I’ve noticed some interesting developments in the Finance Industry lately.
In banks and other lending institutions, there is always a constant battle going on between the Sales area and the Risk & Compliance area. When things are good, the people in Sales rule. Discounts are offered, guidelines are waived, conditions are relaxed, all in an effort to win more business for the bank. The sole aim is to increase Volumes to improve market share for the business.
When things are not so good, Risk takes over. Guidelines are strictly adhered to, no allowance is made for those customers who don’t fit into the box and passing on a deal the bank doesn’t like is commonplace. The sole aim is to stick to the rules so the Quality of business is protected.
Both areas are important and both have important parts to play for any business. The ascendancy of one over the other is dictated by market forces and the share of the market that the Lender wants to achieve.
For a long time Lenders have kept their Credit Guidelines tight, maintaining the status quo with little easing of policies because Risk was the dominant force.

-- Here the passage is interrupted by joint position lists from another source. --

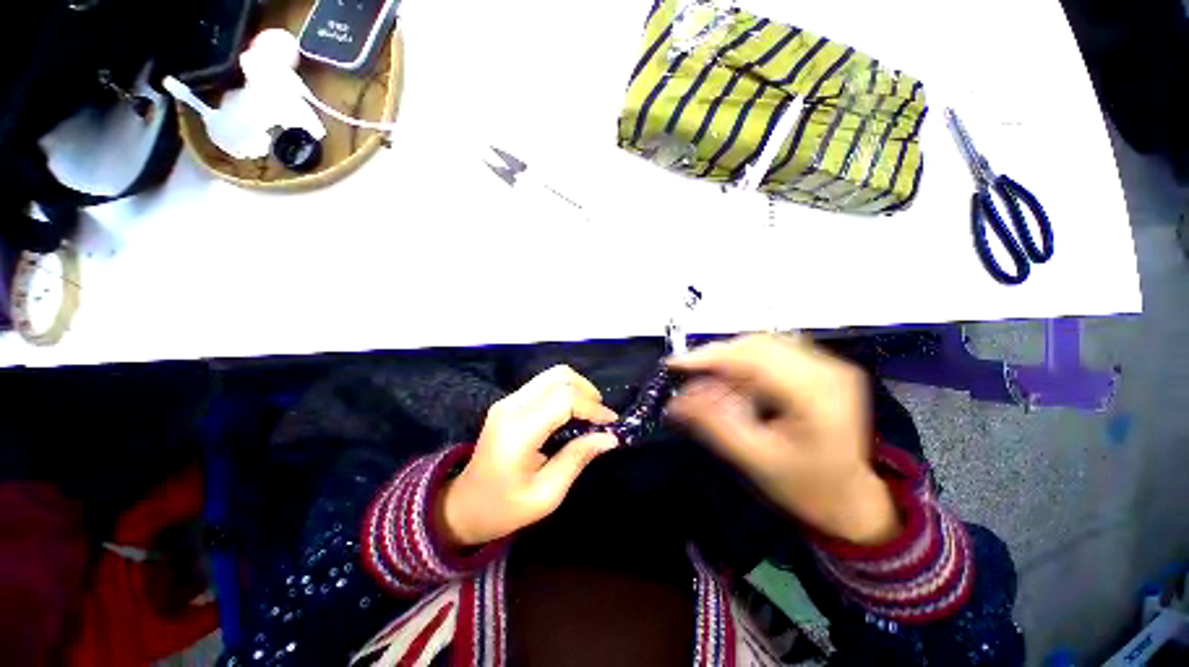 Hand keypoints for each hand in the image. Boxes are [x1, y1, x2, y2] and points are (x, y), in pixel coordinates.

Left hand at [438, 365, 618, 547]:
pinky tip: (572, 413)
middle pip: (559, 376)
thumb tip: (610, 437)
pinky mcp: (510, 401)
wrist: (464, 505)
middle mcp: (512, 406)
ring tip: (590, 413)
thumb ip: (577, 458)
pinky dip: (565, 391)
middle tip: (601, 417)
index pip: (564, 399)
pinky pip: (545, 384)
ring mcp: (508, 400)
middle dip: (587, 391)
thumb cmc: (504, 508)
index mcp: (519, 431)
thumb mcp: (547, 494)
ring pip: (552, 375)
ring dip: (577, 388)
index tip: (611, 423)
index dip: (592, 406)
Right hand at [667, 334, 898, 544]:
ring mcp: (826, 366)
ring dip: (728, 362)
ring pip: (761, 346)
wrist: (853, 501)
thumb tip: (677, 401)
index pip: (754, 356)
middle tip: (689, 378)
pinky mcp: (818, 369)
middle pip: (757, 345)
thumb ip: (714, 425)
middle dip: (716, 358)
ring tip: (706, 384)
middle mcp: (827, 369)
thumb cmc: (809, 489)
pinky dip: (742, 366)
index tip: (676, 364)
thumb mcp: (756, 460)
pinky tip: (731, 385)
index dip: (710, 356)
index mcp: (818, 394)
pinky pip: (770, 356)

Obviously, this attitude was a direct result of the GFC. Recently though, I’ve noticed that some Lenders are advising new policies that will make it easier to borrow. Mind you, these are only small changes to improve income assessment or security acceptance but they are significant in their own way. More importantly they have the effect of allowing greater borrowing because they ease the restrictions put in place to control quality.
Lenders use a variety of means to control how much they lend, other than just interest rates. As a former bank lender myself, I know that much of this is out of sight of the public. For example, increasing assessment rates or not reducing assessment rates when interest rates go down has the effect of lowering your maximum borrowing capacity. On the other hand, increasing the living expenses allowance on their serviceability calculators will produce the same effect.

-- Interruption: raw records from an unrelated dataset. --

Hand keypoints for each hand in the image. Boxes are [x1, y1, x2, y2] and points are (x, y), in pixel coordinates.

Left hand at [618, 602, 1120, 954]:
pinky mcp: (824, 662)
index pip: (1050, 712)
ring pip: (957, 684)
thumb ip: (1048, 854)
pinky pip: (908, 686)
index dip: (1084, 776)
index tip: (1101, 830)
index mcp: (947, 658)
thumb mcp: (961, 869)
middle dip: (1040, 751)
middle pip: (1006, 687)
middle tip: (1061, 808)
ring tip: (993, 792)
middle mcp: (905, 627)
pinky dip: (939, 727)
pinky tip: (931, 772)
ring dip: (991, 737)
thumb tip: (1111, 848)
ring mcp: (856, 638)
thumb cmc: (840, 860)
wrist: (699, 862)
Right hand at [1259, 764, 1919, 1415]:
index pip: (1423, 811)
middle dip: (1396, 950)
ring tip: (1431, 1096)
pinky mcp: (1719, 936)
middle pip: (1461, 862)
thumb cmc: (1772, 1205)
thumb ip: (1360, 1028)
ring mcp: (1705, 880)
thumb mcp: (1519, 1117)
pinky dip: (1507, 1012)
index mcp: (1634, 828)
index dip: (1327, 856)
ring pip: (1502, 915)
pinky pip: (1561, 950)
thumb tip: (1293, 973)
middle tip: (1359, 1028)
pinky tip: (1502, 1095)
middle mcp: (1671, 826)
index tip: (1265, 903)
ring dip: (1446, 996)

None of this is obvious to anyone outside the industry but it exists nonetheless. So when the changes start happening I sit up and take notice.

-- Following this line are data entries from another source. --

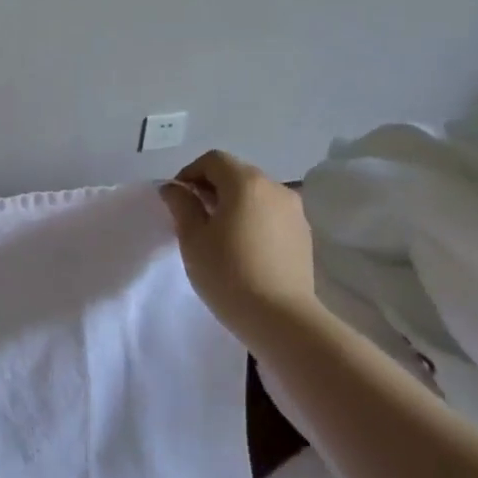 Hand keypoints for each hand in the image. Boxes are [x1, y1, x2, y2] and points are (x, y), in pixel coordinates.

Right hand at [160, 150, 319, 342]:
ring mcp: (294, 210)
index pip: (213, 160)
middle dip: (211, 188)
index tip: (177, 200)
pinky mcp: (303, 233)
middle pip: (237, 174)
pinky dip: (253, 220)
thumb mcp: (192, 239)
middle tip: (194, 217)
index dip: (189, 173)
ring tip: (218, 235)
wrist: (280, 317)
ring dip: (234, 204)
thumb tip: (174, 188)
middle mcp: (275, 187)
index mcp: (246, 182)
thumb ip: (182, 206)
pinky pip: (271, 214)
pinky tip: (243, 248)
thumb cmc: (227, 273)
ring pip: (256, 194) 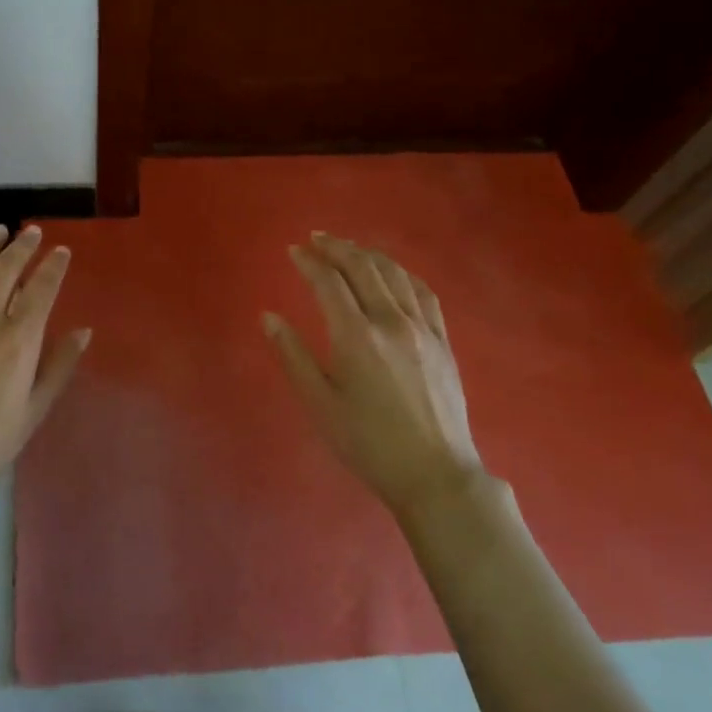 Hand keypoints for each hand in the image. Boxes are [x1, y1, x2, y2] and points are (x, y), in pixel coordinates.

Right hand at [263, 233, 481, 517]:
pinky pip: (422, 291)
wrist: (434, 474)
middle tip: (317, 238)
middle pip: (362, 267)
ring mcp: (421, 328)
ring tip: (348, 248)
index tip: (293, 250)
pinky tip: (392, 272)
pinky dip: (401, 273)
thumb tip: (268, 317)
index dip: (309, 261)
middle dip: (337, 247)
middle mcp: (390, 321)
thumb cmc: (368, 443)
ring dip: (367, 254)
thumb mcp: (319, 404)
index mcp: (356, 336)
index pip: (329, 282)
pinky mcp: (442, 339)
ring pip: (393, 273)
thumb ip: (293, 355) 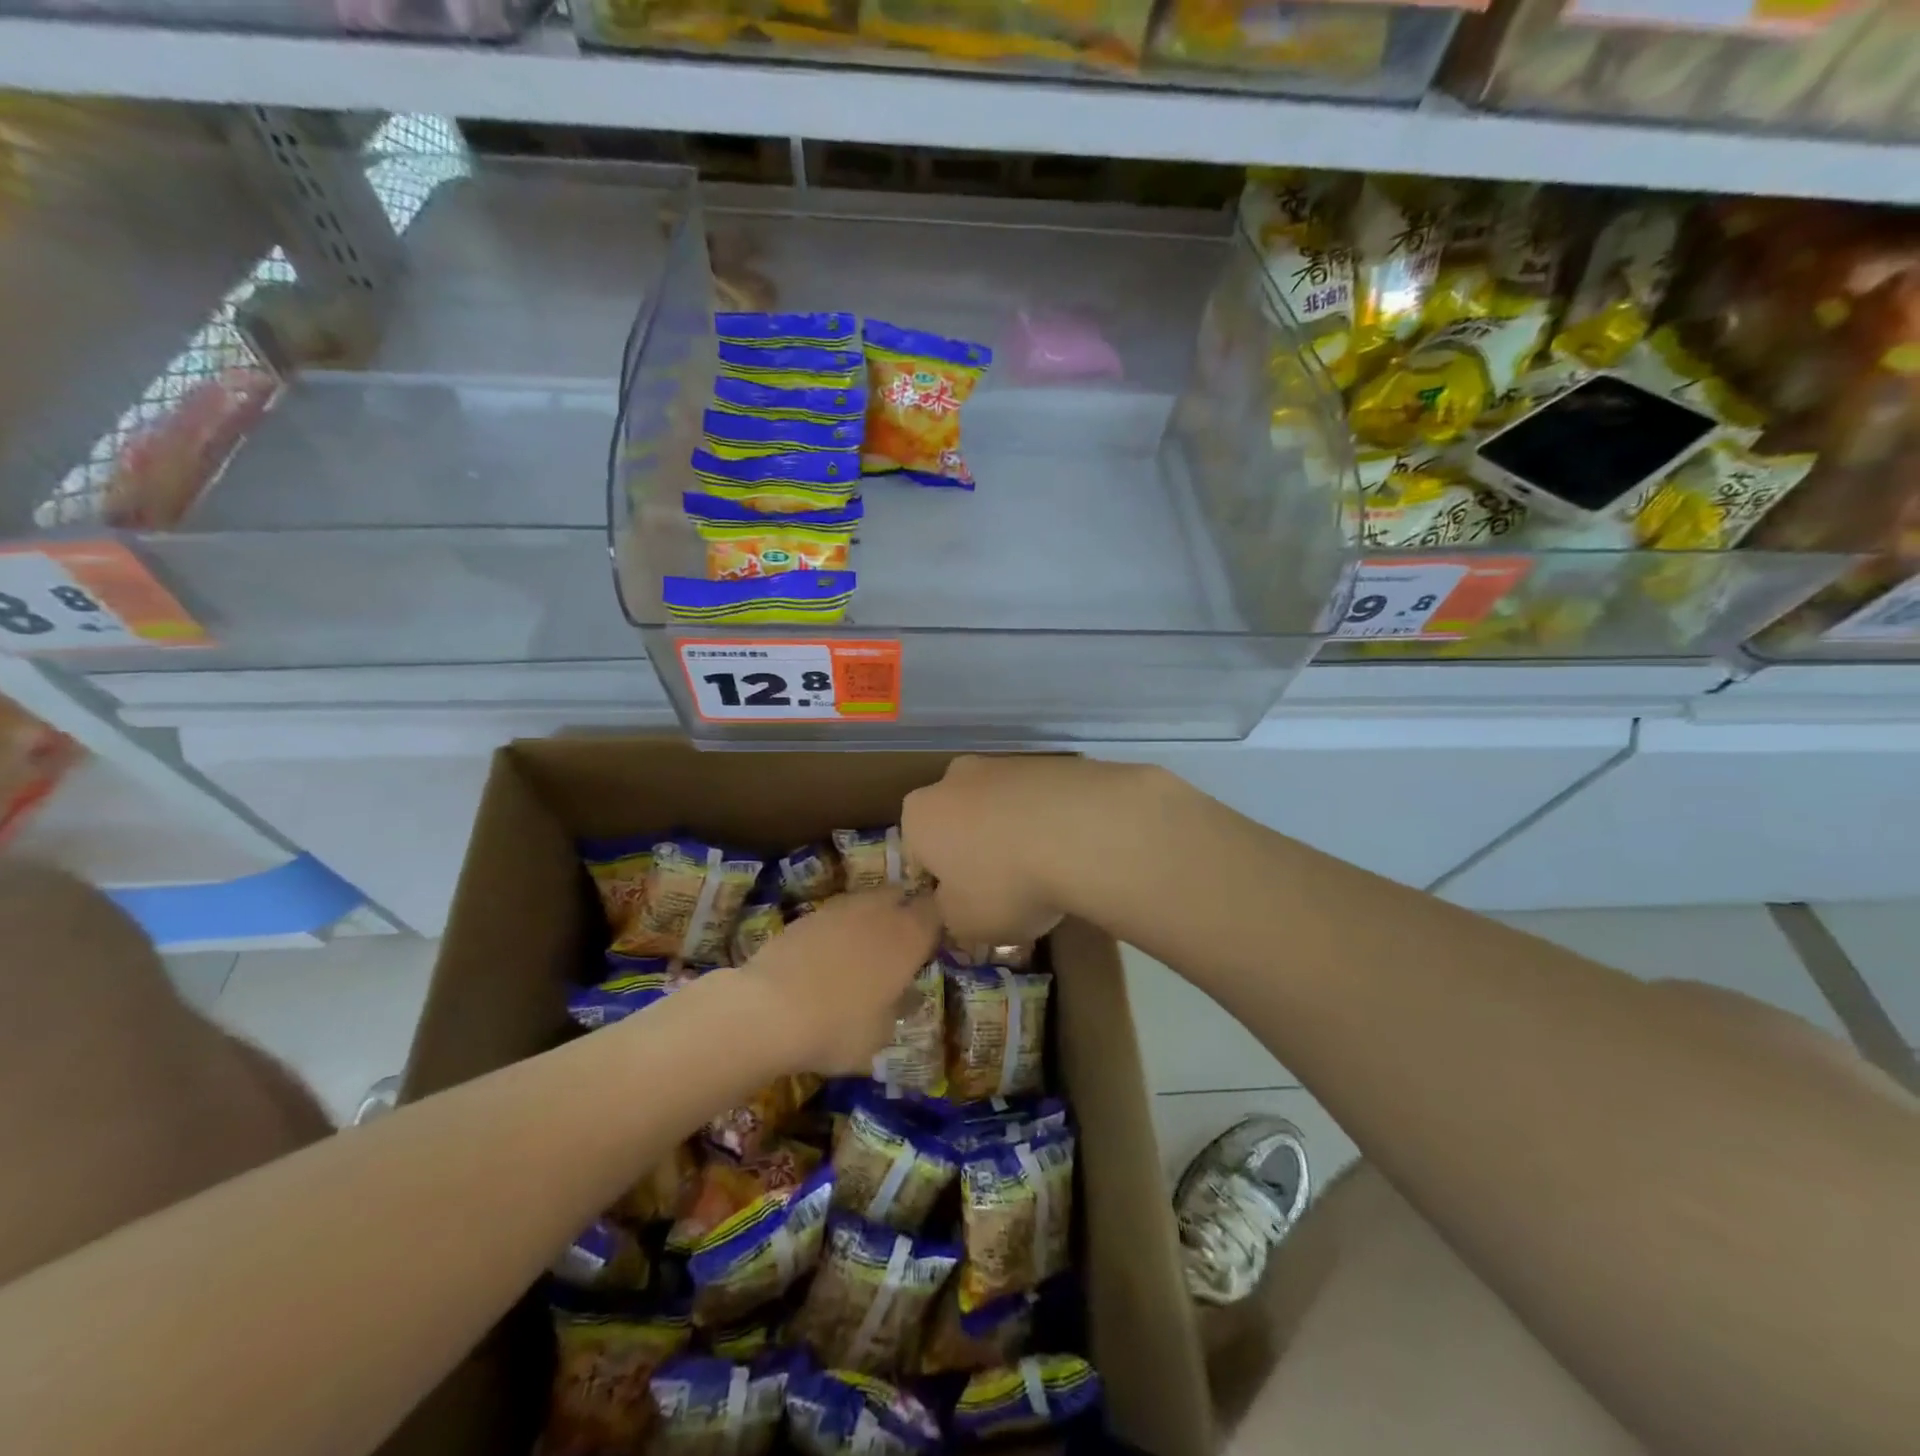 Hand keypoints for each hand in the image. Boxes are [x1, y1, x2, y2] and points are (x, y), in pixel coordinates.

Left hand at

I’m not saying that Lenders are starting to give money out hand over fist, but what I am saying is that there is a growing sense of competition that requires lenders to grow their business. This pressure to grow will inevitably lead to Sales taking over from Risk. Hence, the easing of some policies.
I don’t believe we will see a return to pre GFC lending practices, indeed the NCCP legislation has made that almost impossible however it’s quite clear that as the competition hots up, lenders will be pressured to grow their profits. In that environment it’s Sales that will call the shots.
Clearly, the intention of these changes is to allow greater borrowing. That in itself is a positive sign and definitely a breath of fresh air.